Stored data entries
_____
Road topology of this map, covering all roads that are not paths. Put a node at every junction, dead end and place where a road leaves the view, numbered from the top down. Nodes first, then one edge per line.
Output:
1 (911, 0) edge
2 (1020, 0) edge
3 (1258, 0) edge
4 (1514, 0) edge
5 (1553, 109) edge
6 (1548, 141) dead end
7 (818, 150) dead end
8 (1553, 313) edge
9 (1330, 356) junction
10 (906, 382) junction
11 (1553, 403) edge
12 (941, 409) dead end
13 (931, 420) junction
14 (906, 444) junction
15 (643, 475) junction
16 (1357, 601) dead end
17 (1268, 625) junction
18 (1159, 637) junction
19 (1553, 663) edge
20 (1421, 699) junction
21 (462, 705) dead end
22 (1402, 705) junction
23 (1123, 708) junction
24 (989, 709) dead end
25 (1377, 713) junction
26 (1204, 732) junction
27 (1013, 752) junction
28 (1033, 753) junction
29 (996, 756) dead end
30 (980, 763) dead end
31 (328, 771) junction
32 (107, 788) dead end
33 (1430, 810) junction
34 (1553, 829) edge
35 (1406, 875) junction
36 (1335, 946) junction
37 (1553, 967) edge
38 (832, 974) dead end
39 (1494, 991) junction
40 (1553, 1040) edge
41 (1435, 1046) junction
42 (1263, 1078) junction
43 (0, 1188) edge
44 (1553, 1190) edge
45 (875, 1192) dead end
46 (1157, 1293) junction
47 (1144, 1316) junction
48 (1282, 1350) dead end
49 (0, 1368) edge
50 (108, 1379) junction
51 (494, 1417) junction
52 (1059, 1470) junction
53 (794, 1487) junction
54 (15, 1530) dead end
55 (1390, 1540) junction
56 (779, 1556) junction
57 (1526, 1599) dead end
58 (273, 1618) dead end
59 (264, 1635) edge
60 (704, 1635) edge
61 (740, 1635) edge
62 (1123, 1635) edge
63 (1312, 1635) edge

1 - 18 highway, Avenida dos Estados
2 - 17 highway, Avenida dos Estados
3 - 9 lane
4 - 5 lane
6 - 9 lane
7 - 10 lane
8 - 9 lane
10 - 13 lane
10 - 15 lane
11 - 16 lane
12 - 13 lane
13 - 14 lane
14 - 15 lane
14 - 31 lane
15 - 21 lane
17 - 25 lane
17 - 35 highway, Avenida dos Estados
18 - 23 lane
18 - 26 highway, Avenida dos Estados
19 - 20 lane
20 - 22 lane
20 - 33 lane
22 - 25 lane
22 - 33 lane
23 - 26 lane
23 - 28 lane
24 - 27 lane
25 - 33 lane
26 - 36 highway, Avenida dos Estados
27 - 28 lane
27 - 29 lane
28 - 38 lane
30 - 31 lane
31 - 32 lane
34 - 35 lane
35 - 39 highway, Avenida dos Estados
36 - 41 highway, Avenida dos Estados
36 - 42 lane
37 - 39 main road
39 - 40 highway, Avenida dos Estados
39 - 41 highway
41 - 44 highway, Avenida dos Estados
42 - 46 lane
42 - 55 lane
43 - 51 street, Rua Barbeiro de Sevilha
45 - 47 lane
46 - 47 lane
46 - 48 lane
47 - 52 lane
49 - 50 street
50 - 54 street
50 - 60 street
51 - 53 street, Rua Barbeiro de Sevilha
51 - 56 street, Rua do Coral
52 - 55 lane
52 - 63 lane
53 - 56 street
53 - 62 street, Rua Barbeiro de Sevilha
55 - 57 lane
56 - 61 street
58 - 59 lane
_____
▸ **Problem to work on**
With nothing left out, return each entry exactly.

▸ **Result of the exercise**
Road topology of this map, covering all roads that are not paths. Put a node at every junction, dead end and place where a road leaves the view, numbered from the top down. Nodes first, then one edge per line.
Output:
1 (911, 0) edge
2 (1020, 0) edge
3 (1258, 0) edge
4 (1514, 0) edge
5 (1553, 109) edge
6 (1548, 141) dead end
7 (818, 150) dead end
8 (1553, 313) edge
9 (1330, 356) junction
10 (906, 382) junction
11 (1553, 403) edge
12 (941, 409) dead end
13 (931, 420) junction
14 (906, 444) junction
15 (643, 475) junction
16 (1357, 601) dead end
17 (1268, 625) junction
18 (1159, 637) junction
19 (1553, 663) edge
20 (1421, 699) junction
21 (462, 705) dead end
22 (1402, 705) junction
23 (1123, 708) junction
24 (989, 709) dead end
25 (1377, 713) junction
26 (1204, 732) junction
27 (1013, 752) junction
28 (1033, 753) junction
29 (996, 756) dead end
30 (980, 763) dead end
31 (328, 771) junction
32 (107, 788) dead end
33 (1430, 810) junction
34 (1553, 829) edge
35 (1406, 875) junction
36 (1335, 946) junction
37 (1553, 967) edge
38 (832, 974) dead end
39 (1494, 991) junction
40 (1553, 1040) edge
41 (1435, 1046) junction
42 (1263, 1078) junction
43 (0, 1188) edge
44 (1553, 1190) edge
45 (875, 1192) dead end
46 (1157, 1293) junction
47 (1144, 1316) junction
48 (1282, 1350) dead end
49 (0, 1368) edge
50 (108, 1379) junction
51 (494, 1417) junction
52 (1059, 1470) junction
53 (794, 1487) junction
54 (15, 1530) dead end
55 (1390, 1540) junction
56 (779, 1556) junction
57 (1526, 1599) dead end
58 (273, 1618) dead end
59 (264, 1635) edge
60 (704, 1635) edge
61 (740, 1635) edge
62 (1123, 1635) edge
63 (1312, 1635) edge

1 - 18 highway, Avenida dos Estados
2 - 17 highway, Avenida dos Estados
3 - 9 lane
4 - 5 lane
6 - 9 lane
7 - 10 lane
8 - 9 lane
10 - 13 lane
10 - 15 lane
11 - 16 lane
12 - 13 lane
13 - 14 lane
14 - 15 lane
14 - 31 lane
15 - 21 lane
17 - 25 lane
17 - 35 highway, Avenida dos Estados
18 - 23 lane
18 - 26 highway, Avenida dos Estados
19 - 20 lane
20 - 22 lane
20 - 33 lane
22 - 25 lane
22 - 33 lane
23 - 26 lane
23 - 28 lane
24 - 27 lane
25 - 33 lane
26 - 36 highway, Avenida dos Estados
27 - 28 lane
27 - 29 lane
28 - 38 lane
30 - 31 lane
31 - 32 lane
34 - 35 lane
35 - 39 highway, Avenida dos Estados
36 - 41 highway, Avenida dos Estados
36 - 42 lane
37 - 39 main road
39 - 40 highway, Avenida dos Estados
39 - 41 highway
41 - 44 highway, Avenida dos Estados
42 - 46 lane
42 - 55 lane
43 - 51 street, Rua Barbeiro de Sevilha
45 - 47 lane
46 - 47 lane
46 - 48 lane
47 - 52 lane
49 - 50 street
50 - 54 street
50 - 60 street
51 - 53 street, Rua Barbeiro de Sevilha
51 - 56 street, Rua do Coral
52 - 55 lane
52 - 63 lane
53 - 56 street
53 - 62 street, Rua Barbeiro de Sevilha
55 - 57 lane
56 - 61 street
58 - 59 lane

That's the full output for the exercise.